Le Président de la Transition, le capitaine Ibrahim Traoré, a accordé une interview à la Radiodiffusion Télévision du Burkina (RTB) et à Canal 3, diffusée le jeudi 4 mai 2023 sur les antennes de la télévision nationale. Dans cette interview de plus d’une heure, le chef de l’Etat a abordé plusieurs sujets, parmi lesquels la situation sécuritaire, la mobilisation générale et la mise en garde, les velléités de déstabilisation du pouvoir actuel, les volontaires pour la défense de la patrie, les droits de l’homme, etc.
Question (Q.) : Après plus de sept mois au pouvoir, comment vous-vous sentez avec cette tâche titanesque de reconquête du territoire national ?
Capitaine Ibrahim Traoré (C.I.T.) : Merci à vous ! Comme vous l’avez si bien dit, c’est une lourde responsabilité, une tâche titanesque due au contexte sécuritaire difficile. Mais nous rendons grâce à Dieu. Jusque-là, nous tenons bon et nous pouvons dire que nous sommes galvanisés et l’espoir est là parce qu’à l’analyse de la situation actuelle et vu donc l’itinéraire emprunté, nous sommes convaincus que nous sommes sur la bonne voie. Vu aussi ce que le peuple nous laisse voir, cela nous motive.
Q : Lors de votre première grande interview avec la presse, vous affirmiez que la guerre n’avait pas encore commencé, c’était en début février. Aujourd’hui où en sommes-nous ? La guerre a-t-elle commencé ?
C.I.T. : Je vois qu’il y a eu beaucoup de polémiques autour de la question. Je peux dire aujourd’hui que nous sommes à l’introduction. Nous avons introduit la guerre. Mais pour l’instant, ça a été introduit avec des opérations que vous pouvez constater çà et là. Des phases plus intenses viendront au fur et à mesure que nos capacités opérationnelles et surtout logistiques vont monter.
Q : Ces derniers temps, l’armée mène régulièrement des frappes aériennes contre les positions des terroristes. La guerre est-elle seulement aérienne ?
C.I.T. : Non, la guerre n’est pas seulement aérienne. Mais, ce sont plusieurs phases que je ne peux pas vous décrire ici. C’est tout un plan qui est là. Il y a une phase importante. Pour chaque étape, vous allez sentir les changements. Aujourd’hui, certes, il y a beaucoup de frappes aériennes, mais au sol, les troupes progressent. Comme vous pouvez le constater, très souvent, elles sont à l’offensive vers l’ennemi. Ce n’est pas uniquement aérien, mais nous avons besoin de cette phase pour le renseignement et l’appui.

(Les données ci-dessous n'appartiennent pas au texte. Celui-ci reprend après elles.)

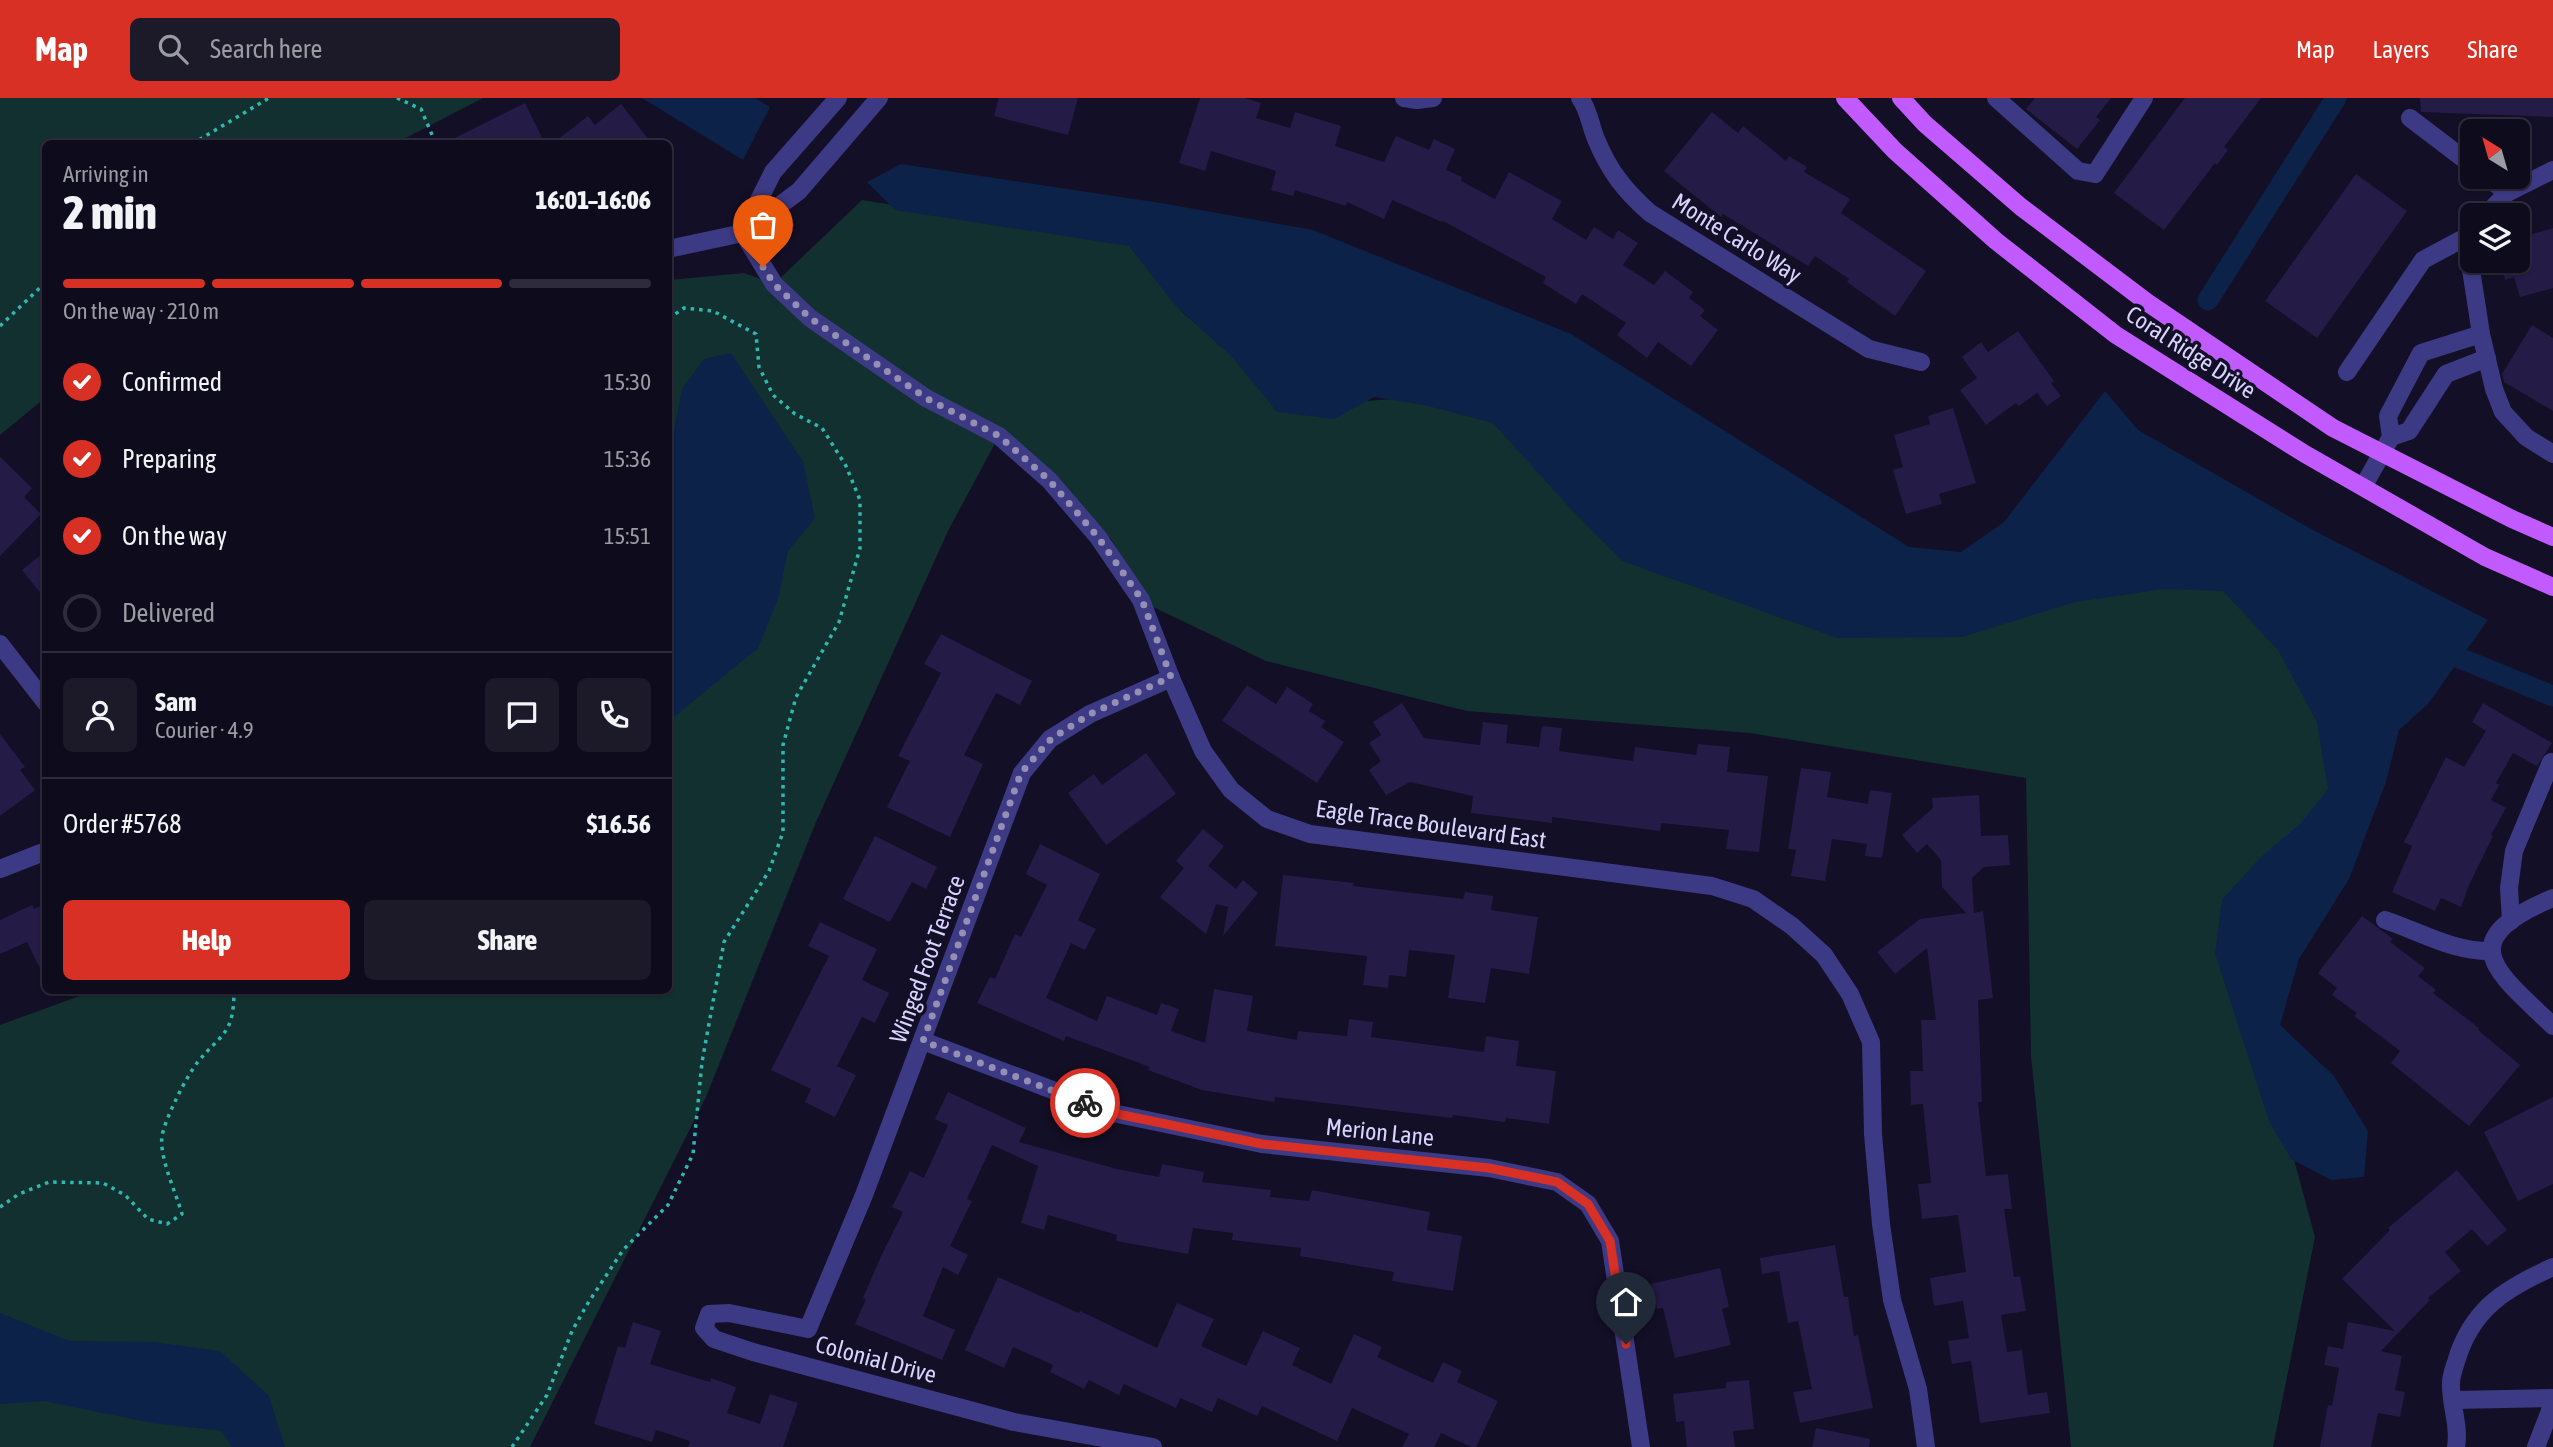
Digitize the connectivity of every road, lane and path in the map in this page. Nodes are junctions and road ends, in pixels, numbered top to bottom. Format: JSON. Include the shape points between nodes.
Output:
{"nodes":[{"id":1,"x":269,"y":98,"type":"edge"},
{"id":2,"x":397,"y":98,"type":"edge"},
{"id":3,"x":838,"y":98,"type":"edge"},
{"id":4,"x":879,"y":98,"type":"edge"},
{"id":5,"x":1404,"y":98,"type":"edge"},
{"id":6,"x":1433,"y":98,"type":"edge"},
{"id":7,"x":1580,"y":98,"type":"edge"},
{"id":8,"x":1845,"y":98,"type":"edge"},
{"id":9,"x":1901,"y":98,"type":"edge"},
{"id":10,"x":1996,"y":98,"type":"edge"},
{"id":11,"x":2144,"y":98,"type":"edge"},
{"id":12,"x":2410,"y":118,"type":"dead end"},
{"id":13,"x":199,"y":140,"type":"edge"},
{"id":14,"x":434,"y":140,"type":"edge"},
{"id":15,"x":2460,"y":156,"type":"edge"},
{"id":16,"x":2553,"y":170,"type":"edge"},
{"id":17,"x":2502,"y":189,"type":"edge"},
{"id":18,"x":2507,"y":193,"type":"junction"},
{"id":19,"x":2497,"y":203,"type":"edge"},
{"id":20,"x":743,"y":233,"type":"junction"},
{"id":21,"x":2460,"y":239,"type":"edge"},
{"id":22,"x":672,"y":248,"type":"edge"},
{"id":23,"x":2474,"y":273,"type":"edge"},
{"id":24,"x":42,"y":286,"type":"edge"},
{"id":25,"x":672,"y":316,"type":"edge"},
{"id":26,"x":0,"y":326,"type":"edge"},
{"id":27,"x":2481,"y":334,"type":"junction"},
{"id":28,"x":2487,"y":358,"type":"junction"},
{"id":29,"x":1921,"y":362,"type":"dead end"},
{"id":30,"x":2347,"y":372,"type":"dead end"},
{"id":31,"x":2386,"y":445,"type":"junction"},
{"id":32,"x":2553,"y":454,"type":"edge"},
{"id":33,"x":2363,"y":488,"type":"junction"},
{"id":34,"x":2553,"y":537,"type":"edge"},
{"id":35,"x":2553,"y":587,"type":"edge"},
{"id":36,"x":0,"y":644,"type":"edge"},
{"id":37,"x":1171,"y":677,"type":"junction"},
{"id":38,"x":42,"y":698,"type":"edge"},
{"id":39,"x":2551,"y":762,"type":"dead end"},
{"id":40,"x":42,"y":853,"type":"edge"},
{"id":41,"x":0,"y":869,"type":"edge"},
{"id":42,"x":2553,"y":898,"type":"edge"},
{"id":43,"x":2385,"y":920,"type":"dead end"},
{"id":44,"x":2511,"y":921,"type":"junction"},
{"id":45,"x":2492,"y":951,"type":"junction"},
{"id":46,"x":234,"y":994,"type":"edge"},
{"id":47,"x":2553,"y":1026,"type":"edge"},
{"id":48,"x":923,"y":1041,"type":"junction"},
{"id":49,"x":0,"y":1207,"type":"edge"},
{"id":50,"x":2553,"y":1267,"type":"edge"},
{"id":51,"x":808,"y":1329,"type":"joint"},
{"id":52,"x":2454,"y":1400,"type":"junction"},
{"id":53,"x":2553,"y":1401,"type":"edge"},
{"id":54,"x":512,"y":1447,"type":"edge"},
{"id":55,"x":1153,"y":1447,"type":"edge"},
{"id":56,"x":1642,"y":1447,"type":"edge"},
{"id":57,"x":1926,"y":1447,"type":"edge"},
{"id":58,"x":2456,"y":1447,"type":"edge"},
{"id":59,"x":2536,"y":1447,"type":"edge"}],
"edges":[{"from":1,"to":13,"type":"path"},
{"from":2,"to":14,"type":"path","via":[[421,109]]},
{"from":3,"to":20,"type":"street","via":[[774,172]]},
{"from":4,"to":20,"type":"street","via":[[799,191]]},
{"from":5,"to":6,"type":"street"},
{"from":7,"to":29,"type":"street","name":"Monte Carlo Way","via":[[1609,167],[1626,192],[1650,213],[1869,349]]},
{"from":8,"to":33,"type":"main road","name":"Coral Ridge Drive","via":[[1895,151],[1996,241],[2116,335]]},
{"from":9,"to":31,"type":"main road","name":"Coral Ridge Drive","via":[[2021,207],[2148,303],[2333,428]]},
{"from":10,"to":11,"type":"street","via":[[2078,171],[2095,174]]},
{"from":12,"to":15,"type":"street"},
{"from":16,"to":18,"type":"street"},
{"from":17,"to":18,"type":"street"},
{"from":18,"to":19,"type":"street"},
{"from":20,"to":22,"type":"street"},
{"from":20,"to":37,"type":"street","name":"Eagle Trace Boulevard East","via":[[774,284],[810,318],[926,398],[999,436],[1049,480],[1098,537],[1142,600]]},
{"from":21,"to":30,"type":"street","via":[[2423,260]]},
{"from":23,"to":27,"type":"street"},
{"from":24,"to":26,"type":"path"},
{"from":25,"to":54,"type":"path","via":[[684,308],[713,311],[756,334],[759,367],[773,395],[821,428],[846,466],[860,500],[860,548],[839,622],[796,697],[783,745],[783,832],[769,871],[724,942],[702,1062],[693,1154],[668,1205],[623,1250],[588,1303],[572,1331],[548,1395]]},
{"from":27,"to":28,"type":"street"},
{"from":27,"to":31,"type":"street","via":[[2421,353],[2388,416]]},
{"from":28,"to":31,"type":"street","via":[[2446,374],[2409,431]]},
{"from":28,"to":32,"type":"street","via":[[2503,412],[2526,437]]},
{"from":31,"to":33,"type":"street"},
{"from":31,"to":34,"type":"main road","name":"Coral Ridge Drive","via":[[2512,519]]},
{"from":33,"to":35,"type":"main road","name":"Coral Ridge Drive","via":[[2484,557]]},
{"from":36,"to":38,"type":"street"},
{"from":37,"to":48,"type":"street","name":"Winged Foot Terrace","via":[[1090,714],[1051,739],[1021,773]]},
{"from":37,"to":57,"type":"street","name":"Eagle Trace Boulevard East","via":[[1203,751],[1231,790],[1267,819],[1310,834],[1712,886],[1753,899],[1824,955],[1850,994],[1871,1042],[1881,1224],[1892,1300],[1918,1389]]},
{"from":39,"to":44,"type":"street","via":[[2514,851]]},
{"from":40,"to":41,"type":"street"},
{"from":42,"to":44,"type":"street"},
{"from":43,"to":45,"type":"street","via":[[2447,945]]},
{"from":44,"to":45,"type":"street","via":[[2493,938]]},
{"from":45,"to":47,"type":"street","via":[[2500,975]]},
{"from":46,"to":49,"type":"path","via":[[226,1034],[196,1064],[167,1118],[162,1138],[182,1214],[167,1224],[148,1219],[125,1195],[103,1184],[49,1182]]},
{"from":48,"to":51,"type":"street","name":"Winged Foot Terrace"},
{"from":48,"to":56,"type":"street","name":"Merion Lane","via":[[1113,1113],[1262,1144],[1489,1168],[1557,1182],[1588,1204],[1610,1241]]},
{"from":50,"to":52,"type":"street","via":[[2509,1288],[2478,1315],[2454,1371]]},
{"from":51,"to":55,"type":"street","name":"Colonial Drive","via":[[729,1313],[709,1314],[704,1328],[714,1339],[753,1352],[1014,1422]]},
{"from":52,"to":53,"type":"street"},
{"from":52,"to":58,"type":"street","via":[[2459,1432]]},
{"from":53,"to":59,"type":"street"}]}
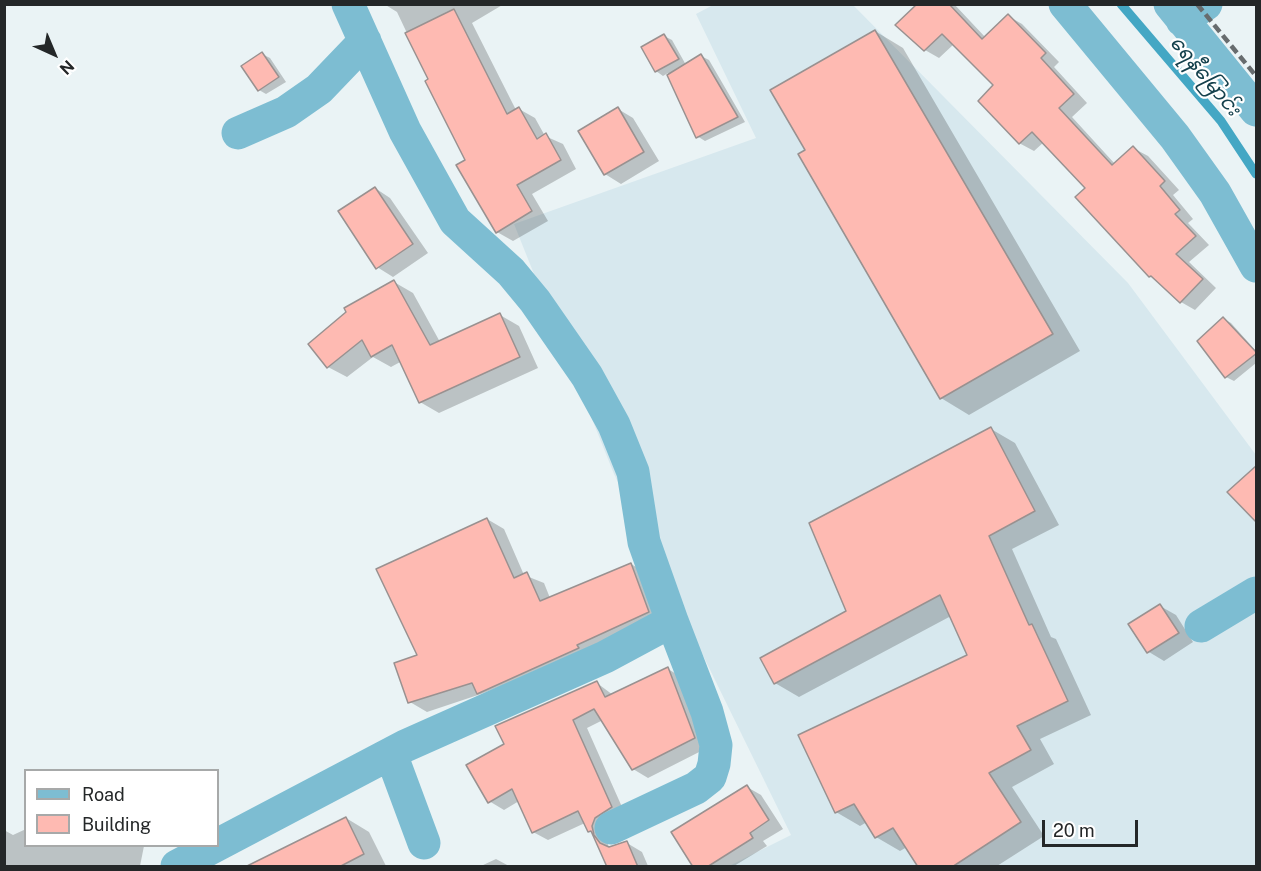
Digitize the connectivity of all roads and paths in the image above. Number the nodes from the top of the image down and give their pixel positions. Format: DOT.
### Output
graph roads {
  1 [pos="348,4"];
  2 [pos="1065,4"];
  3 [pos="1186,10"];
  4 [pos="366,41"];
  5 [pos="1257,110"];
  6 [pos="238,133"];
  7 [pos="1257,266"];
  8 [pos="1257,593"];
  9 [pos="672,621"];
  10 [pos="1201,626"];
  11 [pos="391,754"];
  12 [pos="611,828"];
  13 [pos="424,843"];
  14 [pos="219,845"];
  15 [pos="215,847"];
  16 [pos="177,867"];
  1 -- 4 [label="street"];
  2 -- 7 [label="street"];
  3 -- 5 [label="street"];
  4 -- 6 [label="street"];
  4 -- 9 [label="street"];
  8 -- 10 [label="street"];
  9 -- 11 [label="street"];
  9 -- 12 [label="street"];
  11 -- 13 [label="street"];
  11 -- 14 [label="street"];
  15 -- 16 [label="street"];
}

Q : Parlant de la guerre et de sa mission, beaucoup n’approuvent pas cette stratégie. Elle est couteuse aux Burkinabè. Comment vous expliquez cette option ?
C.I.T. : La guerre, nous ne l’avons pas choisie. Elle nous a été imposée. Nous la ferons. La guerre n’est pas plus couteuse que nos vies que nous perdons. Donc il faut la faire. C’est la seule option. Je ne sais pas si vous avez des présomptions, mais pour nous c’est la guerre. On nous a attaqués, on se défend et nous allons défendre notre territoire vaille que vaille.
Q : Quelle est la situation sur le terrain quand on voit toutes ces offensives qui sont menées par l’armée burkinabè ?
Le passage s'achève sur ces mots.